Exercise prompt: Every record, from first to last, should be retyped word for word.

[Items listed in a dataset]
****

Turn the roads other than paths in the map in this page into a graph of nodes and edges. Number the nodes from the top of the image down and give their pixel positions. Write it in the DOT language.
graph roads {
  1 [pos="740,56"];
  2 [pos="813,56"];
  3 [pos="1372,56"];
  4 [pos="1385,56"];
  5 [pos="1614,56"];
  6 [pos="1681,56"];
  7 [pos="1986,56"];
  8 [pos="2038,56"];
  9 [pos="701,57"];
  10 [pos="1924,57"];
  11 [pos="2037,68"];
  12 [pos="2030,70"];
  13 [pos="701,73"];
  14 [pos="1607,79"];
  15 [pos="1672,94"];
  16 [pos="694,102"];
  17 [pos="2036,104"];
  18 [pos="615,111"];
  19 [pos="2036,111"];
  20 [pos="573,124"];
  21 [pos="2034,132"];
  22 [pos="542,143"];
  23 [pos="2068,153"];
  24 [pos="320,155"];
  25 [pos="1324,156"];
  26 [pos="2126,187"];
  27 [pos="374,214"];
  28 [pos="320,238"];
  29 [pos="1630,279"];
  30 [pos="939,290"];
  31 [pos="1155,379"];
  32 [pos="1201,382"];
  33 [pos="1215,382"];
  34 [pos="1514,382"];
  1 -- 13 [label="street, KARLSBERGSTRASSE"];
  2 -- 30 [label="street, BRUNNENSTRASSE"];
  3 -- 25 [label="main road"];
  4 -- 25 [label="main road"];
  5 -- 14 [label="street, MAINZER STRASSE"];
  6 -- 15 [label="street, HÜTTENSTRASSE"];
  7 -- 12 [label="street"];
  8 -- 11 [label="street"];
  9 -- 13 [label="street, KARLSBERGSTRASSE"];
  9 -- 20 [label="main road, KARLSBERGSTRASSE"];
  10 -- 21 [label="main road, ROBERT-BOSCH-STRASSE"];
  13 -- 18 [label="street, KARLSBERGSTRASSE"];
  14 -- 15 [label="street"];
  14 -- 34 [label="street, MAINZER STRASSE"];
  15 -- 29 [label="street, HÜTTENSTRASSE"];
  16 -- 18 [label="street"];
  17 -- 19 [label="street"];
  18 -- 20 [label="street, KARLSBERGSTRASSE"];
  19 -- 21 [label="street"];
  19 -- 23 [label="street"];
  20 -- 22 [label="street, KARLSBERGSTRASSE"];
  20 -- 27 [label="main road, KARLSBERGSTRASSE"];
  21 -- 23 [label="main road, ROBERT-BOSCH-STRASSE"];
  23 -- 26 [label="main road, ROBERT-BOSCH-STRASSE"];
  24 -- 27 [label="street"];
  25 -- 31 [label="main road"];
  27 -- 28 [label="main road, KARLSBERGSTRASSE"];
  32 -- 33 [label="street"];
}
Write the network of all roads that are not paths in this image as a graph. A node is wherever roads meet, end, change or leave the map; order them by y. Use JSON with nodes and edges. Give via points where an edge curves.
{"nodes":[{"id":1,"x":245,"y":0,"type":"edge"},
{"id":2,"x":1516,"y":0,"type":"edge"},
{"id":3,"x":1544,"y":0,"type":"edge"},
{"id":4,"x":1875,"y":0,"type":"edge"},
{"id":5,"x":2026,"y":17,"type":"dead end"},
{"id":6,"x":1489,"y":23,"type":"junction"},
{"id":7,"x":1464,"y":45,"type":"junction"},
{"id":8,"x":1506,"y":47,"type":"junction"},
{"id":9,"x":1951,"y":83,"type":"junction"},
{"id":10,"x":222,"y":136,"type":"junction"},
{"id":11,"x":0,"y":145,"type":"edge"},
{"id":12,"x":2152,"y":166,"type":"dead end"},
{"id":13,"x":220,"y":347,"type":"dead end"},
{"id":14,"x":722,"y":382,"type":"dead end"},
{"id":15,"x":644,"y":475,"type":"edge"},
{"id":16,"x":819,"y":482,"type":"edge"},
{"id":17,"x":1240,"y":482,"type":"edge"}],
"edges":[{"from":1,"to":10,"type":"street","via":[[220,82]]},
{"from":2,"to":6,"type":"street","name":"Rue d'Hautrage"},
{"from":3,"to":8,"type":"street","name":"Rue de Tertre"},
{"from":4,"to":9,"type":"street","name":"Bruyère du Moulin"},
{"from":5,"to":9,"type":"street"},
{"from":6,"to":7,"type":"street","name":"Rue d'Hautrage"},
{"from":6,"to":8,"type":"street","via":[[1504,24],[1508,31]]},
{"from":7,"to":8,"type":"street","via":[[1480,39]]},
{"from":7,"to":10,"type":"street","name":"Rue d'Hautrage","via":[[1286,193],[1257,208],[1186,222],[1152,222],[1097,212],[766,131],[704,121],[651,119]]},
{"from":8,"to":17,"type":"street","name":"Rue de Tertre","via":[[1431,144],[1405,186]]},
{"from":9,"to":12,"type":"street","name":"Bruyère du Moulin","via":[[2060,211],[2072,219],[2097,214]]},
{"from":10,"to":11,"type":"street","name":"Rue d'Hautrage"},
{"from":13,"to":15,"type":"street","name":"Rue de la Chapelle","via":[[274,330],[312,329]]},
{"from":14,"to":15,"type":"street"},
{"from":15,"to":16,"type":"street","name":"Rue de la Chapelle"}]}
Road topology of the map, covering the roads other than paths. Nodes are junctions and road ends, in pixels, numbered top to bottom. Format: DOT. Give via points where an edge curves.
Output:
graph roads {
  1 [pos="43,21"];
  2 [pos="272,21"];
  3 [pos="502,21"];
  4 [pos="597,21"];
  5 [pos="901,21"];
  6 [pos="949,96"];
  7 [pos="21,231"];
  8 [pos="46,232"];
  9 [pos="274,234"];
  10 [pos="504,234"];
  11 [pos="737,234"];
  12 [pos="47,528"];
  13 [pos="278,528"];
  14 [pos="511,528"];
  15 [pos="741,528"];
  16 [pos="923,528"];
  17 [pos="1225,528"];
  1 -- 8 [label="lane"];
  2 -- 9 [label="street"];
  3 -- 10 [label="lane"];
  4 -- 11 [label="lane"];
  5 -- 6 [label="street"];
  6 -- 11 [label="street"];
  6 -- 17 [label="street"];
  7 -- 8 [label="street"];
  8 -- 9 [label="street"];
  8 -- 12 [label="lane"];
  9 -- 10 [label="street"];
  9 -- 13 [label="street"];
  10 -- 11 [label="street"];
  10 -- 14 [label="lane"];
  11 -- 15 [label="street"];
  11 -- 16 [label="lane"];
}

****

Answer to this exercise:
Turn the roads other than paths in the map in this page into a graph of nodes and edges. Number the nodes from the top of the image down and give their pixel positions. Write it in the DOT language.
graph roads {
  1 [pos="740,56"];
  2 [pos="813,56"];
  3 [pos="1372,56"];
  4 [pos="1385,56"];
  5 [pos="1614,56"];
  6 [pos="1681,56"];
  7 [pos="1986,56"];
  8 [pos="2038,56"];
  9 [pos="701,57"];
  10 [pos="1924,57"];
  11 [pos="2037,68"];
  12 [pos="2030,70"];
  13 [pos="701,73"];
  14 [pos="1607,79"];
  15 [pos="1672,94"];
  16 [pos="694,102"];
  17 [pos="2036,104"];
  18 [pos="615,111"];
  19 [pos="2036,111"];
  20 [pos="573,124"];
  21 [pos="2034,132"];
  22 [pos="542,143"];
  23 [pos="2068,153"];
  24 [pos="320,155"];
  25 [pos="1324,156"];
  26 [pos="2126,187"];
  27 [pos="374,214"];
  28 [pos="320,238"];
  29 [pos="1630,279"];
  30 [pos="939,290"];
  31 [pos="1155,379"];
  32 [pos="1201,382"];
  33 [pos="1215,382"];
  34 [pos="1514,382"];
  1 -- 13 [label="street, KARLSBERGSTRASSE"];
  2 -- 30 [label="street, BRUNNENSTRASSE"];
  3 -- 25 [label="main road"];
  4 -- 25 [label="main road"];
  5 -- 14 [label="street, MAINZER STRASSE"];
  6 -- 15 [label="street, HÜTTENSTRASSE"];
  7 -- 12 [label="street"];
  8 -- 11 [label="street"];
  9 -- 13 [label="street, KARLSBERGSTRASSE"];
  9 -- 20 [label="main road, KARLSBERGSTRASSE"];
  10 -- 21 [label="main road, ROBERT-BOSCH-STRASSE"];
  13 -- 18 [label="street, KARLSBERGSTRASSE"];
  14 -- 15 [label="street"];
  14 -- 34 [label="street, MAINZER STRASSE"];
  15 -- 29 [label="street, HÜTTENSTRASSE"];
  16 -- 18 [label="street"];
  17 -- 19 [label="street"];
  18 -- 20 [label="street, KARLSBERGSTRASSE"];
  19 -- 21 [label="street"];
  19 -- 23 [label="street"];
  20 -- 22 [label="street, KARLSBERGSTRASSE"];
  20 -- 27 [label="main road, KARLSBERGSTRASSE"];
  21 -- 23 [label="main road, ROBERT-BOSCH-STRASSE"];
  23 -- 26 [label="main road, ROBERT-BOSCH-STRASSE"];
  24 -- 27 [label="street"];
  25 -- 31 [label="main road"];
  27 -- 28 [label="main road, KARLSBERGSTRASSE"];
  32 -- 33 [label="street"];
}
Write the network of all roads that are not paths in this image as a graph. A node is wherever roads meet, end, change or leave the map; order them by y. Use JSON with nodes and edges. Give via points where an edge curves.
{"nodes":[{"id":1,"x":245,"y":0,"type":"edge"},
{"id":2,"x":1516,"y":0,"type":"edge"},
{"id":3,"x":1544,"y":0,"type":"edge"},
{"id":4,"x":1875,"y":0,"type":"edge"},
{"id":5,"x":2026,"y":17,"type":"dead end"},
{"id":6,"x":1489,"y":23,"type":"junction"},
{"id":7,"x":1464,"y":45,"type":"junction"},
{"id":8,"x":1506,"y":47,"type":"junction"},
{"id":9,"x":1951,"y":83,"type":"junction"},
{"id":10,"x":222,"y":136,"type":"junction"},
{"id":11,"x":0,"y":145,"type":"edge"},
{"id":12,"x":2152,"y":166,"type":"dead end"},
{"id":13,"x":220,"y":347,"type":"dead end"},
{"id":14,"x":722,"y":382,"type":"dead end"},
{"id":15,"x":644,"y":475,"type":"edge"},
{"id":16,"x":819,"y":482,"type":"edge"},
{"id":17,"x":1240,"y":482,"type":"edge"}],
"edges":[{"from":1,"to":10,"type":"street","via":[[220,82]]},
{"from":2,"to":6,"type":"street","name":"Rue d'Hautrage"},
{"from":3,"to":8,"type":"street","name":"Rue de Tertre"},
{"from":4,"to":9,"type":"street","name":"Bruyère du Moulin"},
{"from":5,"to":9,"type":"street"},
{"from":6,"to":7,"type":"street","name":"Rue d'Hautrage"},
{"from":6,"to":8,"type":"street","via":[[1504,24],[1508,31]]},
{"from":7,"to":8,"type":"street","via":[[1480,39]]},
{"from":7,"to":10,"type":"street","name":"Rue d'Hautrage","via":[[1286,193],[1257,208],[1186,222],[1152,222],[1097,212],[766,131],[704,121],[651,119]]},
{"from":8,"to":17,"type":"street","name":"Rue de Tertre","via":[[1431,144],[1405,186]]},
{"from":9,"to":12,"type":"street","name":"Bruyère du Moulin","via":[[2060,211],[2072,219],[2097,214]]},
{"from":10,"to":11,"type":"street","name":"Rue d'Hautrage"},
{"from":13,"to":15,"type":"street","name":"Rue de la Chapelle","via":[[274,330],[312,329]]},
{"from":14,"to":15,"type":"street"},
{"from":15,"to":16,"type":"street","name":"Rue de la Chapelle"}]}
Road topology of the map, covering the roads other than paths. Nodes are junctions and road ends, in pixels, numbered top to bottom. Format: DOT. Give via points where an edge curves.
Output:
graph roads {
  1 [pos="43,21"];
  2 [pos="272,21"];
  3 [pos="502,21"];
  4 [pos="597,21"];
  5 [pos="901,21"];
  6 [pos="949,96"];
  7 [pos="21,231"];
  8 [pos="46,232"];
  9 [pos="274,234"];
  10 [pos="504,234"];
  11 [pos="737,234"];
  12 [pos="47,528"];
  13 [pos="278,528"];
  14 [pos="511,528"];
  15 [pos="741,528"];
  16 [pos="923,528"];
  17 [pos="1225,528"];
  1 -- 8 [label="lane"];
  2 -- 9 [label="street"];
  3 -- 10 [label="lane"];
  4 -- 11 [label="lane"];
  5 -- 6 [label="street"];
  6 -- 11 [label="street"];
  6 -- 17 [label="street"];
  7 -- 8 [label="street"];
  8 -- 9 [label="street"];
  8 -- 12 [label="lane"];
  9 -- 10 [label="street"];
  9 -- 13 [label="street"];
  10 -- 11 [label="street"];
  10 -- 14 [label="lane"];
  11 -- 15 [label="street"];
  11 -- 16 [label="lane"];
}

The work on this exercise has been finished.